El Gobierno de Canarias ha reconocido que el programa de cribado poblacional del cáncer de cérvix continúa sin estar implantado y permanece en fase de preparación. La Consejería de Sanidad había anunciado su implantación a lo largo del año 2026 sin embargo todavía se encuentra en desarrollo del software para su puesta en marcha, un desarrollo del que ya se informó en febrero y que todavía continúa.
Así consta en una respuesta parlamentaria por escrito de la Consejería de Sanidad, en la que el Ejecutivo detalla el estado de los trabajos previos necesarios para implantar este programa de prevención, considerado una de las principales herramientas para detectar de forma precoz las lesiones precursoras del cáncer de cuello de útero.
Retraso en el cribado
Según explica el departamento que dirige Esther Monzón, actualmente se está desarrollando el software que permitirá automatizar el programa y garantizar la trazabilidad de todo el proceso. En diciembre, la consejerá aseguró que había habido un retraso en la implantación por un problema de software a raíz del retraso derivado a la hora de unificar el sistema de historia clínica.
La promesa fue que en 2026 se pusiera en marcha en el cribado que permitirá prevenir el cáncer a muchas mujeres, pero la respuesta firmada hace un mes certifica que, de momento, no está ultimado el programa informático.
Pese a ello, desde Sanidad sí que explican que se encuentra en marcha la licitación del suministro del material necesario para realizar citologías en fase líquida, pruebas de detección del virus del papiloma humano (VPH) y su genotipado, además de la elaboración de la guía clínica que establecerá los protocolos asistenciales con la participación de distintas especialidades.
Más de 633.000 mujeres serán llamadas al cribado
El borrador del Plan de Salud de Canarias 2026-2031 fija las líneas maestras del futuro programa y cifra en 633.408 las mujeres de entre 25 y 65 años que conforman la población diana en las islas.
Actualmente, Canarias mantiene un modelo de cribado oportunista, en el que las pruebas se realizan a las mujeres que acuden a consulta, habitualmente con una periodicidad anual.

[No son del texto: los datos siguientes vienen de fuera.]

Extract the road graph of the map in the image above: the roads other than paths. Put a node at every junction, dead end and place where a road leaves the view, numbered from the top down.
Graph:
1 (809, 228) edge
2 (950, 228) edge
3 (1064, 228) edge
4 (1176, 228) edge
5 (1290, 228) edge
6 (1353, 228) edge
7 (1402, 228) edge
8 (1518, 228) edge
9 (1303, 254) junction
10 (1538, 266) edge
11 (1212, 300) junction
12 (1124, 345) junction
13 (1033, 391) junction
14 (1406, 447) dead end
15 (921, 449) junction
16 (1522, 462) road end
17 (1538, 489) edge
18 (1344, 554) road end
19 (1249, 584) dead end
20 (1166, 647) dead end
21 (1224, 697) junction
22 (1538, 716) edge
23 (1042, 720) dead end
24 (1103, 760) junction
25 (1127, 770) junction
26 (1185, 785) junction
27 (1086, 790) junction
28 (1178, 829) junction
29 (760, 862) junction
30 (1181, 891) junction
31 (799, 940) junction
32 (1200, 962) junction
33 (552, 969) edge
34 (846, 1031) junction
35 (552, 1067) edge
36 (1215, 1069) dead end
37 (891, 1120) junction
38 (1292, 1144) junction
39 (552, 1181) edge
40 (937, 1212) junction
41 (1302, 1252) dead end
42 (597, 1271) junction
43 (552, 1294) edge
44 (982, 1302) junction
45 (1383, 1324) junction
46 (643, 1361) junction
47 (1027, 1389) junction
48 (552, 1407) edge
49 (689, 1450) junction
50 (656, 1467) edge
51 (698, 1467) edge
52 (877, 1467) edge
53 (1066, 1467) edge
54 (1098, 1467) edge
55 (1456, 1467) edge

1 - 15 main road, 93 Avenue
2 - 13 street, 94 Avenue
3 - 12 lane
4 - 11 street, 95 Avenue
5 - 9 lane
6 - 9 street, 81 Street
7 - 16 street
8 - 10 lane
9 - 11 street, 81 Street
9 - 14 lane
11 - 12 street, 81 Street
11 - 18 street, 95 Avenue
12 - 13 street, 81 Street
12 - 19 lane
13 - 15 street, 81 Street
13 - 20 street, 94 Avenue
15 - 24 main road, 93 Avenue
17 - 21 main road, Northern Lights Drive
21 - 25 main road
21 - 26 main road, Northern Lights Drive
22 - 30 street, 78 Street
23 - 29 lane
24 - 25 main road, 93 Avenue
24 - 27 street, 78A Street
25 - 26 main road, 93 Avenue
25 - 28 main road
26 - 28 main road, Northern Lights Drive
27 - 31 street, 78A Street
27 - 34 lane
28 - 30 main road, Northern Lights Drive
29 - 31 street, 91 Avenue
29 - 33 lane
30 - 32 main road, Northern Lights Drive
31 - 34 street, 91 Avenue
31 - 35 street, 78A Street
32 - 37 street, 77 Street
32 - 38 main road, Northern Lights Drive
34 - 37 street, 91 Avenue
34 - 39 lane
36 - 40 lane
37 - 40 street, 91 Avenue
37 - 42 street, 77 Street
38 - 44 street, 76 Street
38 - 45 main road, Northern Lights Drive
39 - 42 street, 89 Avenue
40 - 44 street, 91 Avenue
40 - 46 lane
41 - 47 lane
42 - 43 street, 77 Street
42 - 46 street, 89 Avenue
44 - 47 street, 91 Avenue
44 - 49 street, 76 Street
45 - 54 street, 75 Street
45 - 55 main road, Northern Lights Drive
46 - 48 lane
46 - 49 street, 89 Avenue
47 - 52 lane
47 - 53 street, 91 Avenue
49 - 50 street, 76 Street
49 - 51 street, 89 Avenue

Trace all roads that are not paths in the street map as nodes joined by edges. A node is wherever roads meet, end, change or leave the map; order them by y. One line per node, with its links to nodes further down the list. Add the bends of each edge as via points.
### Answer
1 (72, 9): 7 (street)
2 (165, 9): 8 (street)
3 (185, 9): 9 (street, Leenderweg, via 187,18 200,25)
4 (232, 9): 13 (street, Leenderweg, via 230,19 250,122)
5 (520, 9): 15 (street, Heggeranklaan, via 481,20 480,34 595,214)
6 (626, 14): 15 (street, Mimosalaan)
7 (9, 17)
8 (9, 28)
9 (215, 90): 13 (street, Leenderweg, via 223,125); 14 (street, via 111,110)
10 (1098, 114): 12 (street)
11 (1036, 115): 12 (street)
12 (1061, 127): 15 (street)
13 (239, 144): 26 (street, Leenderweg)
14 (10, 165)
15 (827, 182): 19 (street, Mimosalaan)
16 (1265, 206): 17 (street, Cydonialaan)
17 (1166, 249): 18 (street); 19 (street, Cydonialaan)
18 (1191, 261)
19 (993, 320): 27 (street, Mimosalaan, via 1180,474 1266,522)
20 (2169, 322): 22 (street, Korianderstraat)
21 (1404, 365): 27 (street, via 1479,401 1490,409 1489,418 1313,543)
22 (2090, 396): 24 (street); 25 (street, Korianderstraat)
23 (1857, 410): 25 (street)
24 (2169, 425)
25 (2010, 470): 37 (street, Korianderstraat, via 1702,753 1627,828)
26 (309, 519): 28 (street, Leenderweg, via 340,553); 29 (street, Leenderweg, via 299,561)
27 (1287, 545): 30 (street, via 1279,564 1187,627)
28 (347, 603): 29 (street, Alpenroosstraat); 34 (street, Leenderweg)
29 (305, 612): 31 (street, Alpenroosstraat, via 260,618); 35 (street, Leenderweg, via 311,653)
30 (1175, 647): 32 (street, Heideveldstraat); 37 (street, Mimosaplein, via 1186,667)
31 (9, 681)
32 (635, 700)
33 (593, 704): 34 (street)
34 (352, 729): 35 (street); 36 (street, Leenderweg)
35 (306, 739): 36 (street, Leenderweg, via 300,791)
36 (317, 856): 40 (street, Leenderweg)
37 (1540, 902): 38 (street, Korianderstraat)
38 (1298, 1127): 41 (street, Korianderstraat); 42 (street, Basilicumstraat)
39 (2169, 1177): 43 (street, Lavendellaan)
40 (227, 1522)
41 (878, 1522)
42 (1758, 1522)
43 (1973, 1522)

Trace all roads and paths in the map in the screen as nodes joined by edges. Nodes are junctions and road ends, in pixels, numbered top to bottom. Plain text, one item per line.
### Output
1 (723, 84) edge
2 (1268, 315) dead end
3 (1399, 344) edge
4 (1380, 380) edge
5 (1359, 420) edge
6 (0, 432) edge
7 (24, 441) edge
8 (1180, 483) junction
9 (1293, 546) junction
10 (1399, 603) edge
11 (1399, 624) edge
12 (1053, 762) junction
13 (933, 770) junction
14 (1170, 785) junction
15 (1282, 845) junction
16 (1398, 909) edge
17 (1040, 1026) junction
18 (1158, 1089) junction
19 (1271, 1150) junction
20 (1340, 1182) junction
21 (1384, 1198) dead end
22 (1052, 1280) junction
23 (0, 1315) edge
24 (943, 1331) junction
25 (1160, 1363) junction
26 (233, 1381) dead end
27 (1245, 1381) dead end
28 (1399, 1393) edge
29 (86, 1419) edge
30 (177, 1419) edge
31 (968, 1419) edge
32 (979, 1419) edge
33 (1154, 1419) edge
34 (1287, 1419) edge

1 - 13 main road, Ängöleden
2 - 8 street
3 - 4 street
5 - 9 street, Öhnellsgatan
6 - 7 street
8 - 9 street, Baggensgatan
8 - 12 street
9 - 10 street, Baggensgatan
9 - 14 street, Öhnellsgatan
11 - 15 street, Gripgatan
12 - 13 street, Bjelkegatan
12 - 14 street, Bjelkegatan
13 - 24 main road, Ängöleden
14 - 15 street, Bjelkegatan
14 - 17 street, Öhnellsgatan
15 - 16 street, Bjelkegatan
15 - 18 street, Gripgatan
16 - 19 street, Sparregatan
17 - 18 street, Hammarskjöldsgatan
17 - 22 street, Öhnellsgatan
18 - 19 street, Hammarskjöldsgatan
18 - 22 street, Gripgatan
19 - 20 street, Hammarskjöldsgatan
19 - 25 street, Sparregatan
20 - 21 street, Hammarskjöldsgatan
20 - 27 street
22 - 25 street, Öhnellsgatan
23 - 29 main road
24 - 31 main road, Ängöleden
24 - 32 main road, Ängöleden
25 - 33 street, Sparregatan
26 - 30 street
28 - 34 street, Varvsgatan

El objetivo del nuevo programa es sustituir este sistema por un cribado poblacional, mediante el envío de invitaciones sistemáticas a todas las mujeres incluidas en la población objetivo, siguiendo las recomendaciones de las Guías Europeas contra el Cáncer y el consenso aprobado por el Ministerio de Sanidad en 2024 para la implantación del cribado de cérvix en el Sistema Nacional de Salud.
La estrategia también cambia en función de la edad y del estado vacunal frente al virus del papiloma humano. Las mujeres no vacunadas de entre 25 y 29 años serán sometidas a una citología cada tres años, mientras que las vacunadas comenzarán el cribado a partir de los 30 años mediante un test de detección del VPH. Entre los 30 y los 65 años, el programa prevé realizar esta prueba cada cinco años.
De acuerdo con la planificación del Servicio Canario de la Salud, unas 141.382 mujeres de entre 25 y 29 años formarían parte del grupo sometido a citologías periódicas, mientras que otras 492.026, de entre 30 y 65 años, serían cribadas mediante pruebas de detección del virus del papiloma humano.
Reducir la incidencia del cáncer
El propio borrador sostiene que la implantación progresiva del programa en todas las áreas sanitarias permitirá mejorar la cobertura del cribado respecto al modelo actual y detectar lesiones premalignas antes de que evolucionen hacia un cáncer invasivo.
Asimismo, prevé que, una vez superados los primeros años de implantación, disminuya tanto la carga asistencial de los servicios de Anatomía Patológica como la incidencia del cáncer de cuello de útero en Canarias gracias a una detección más precoz y organizada.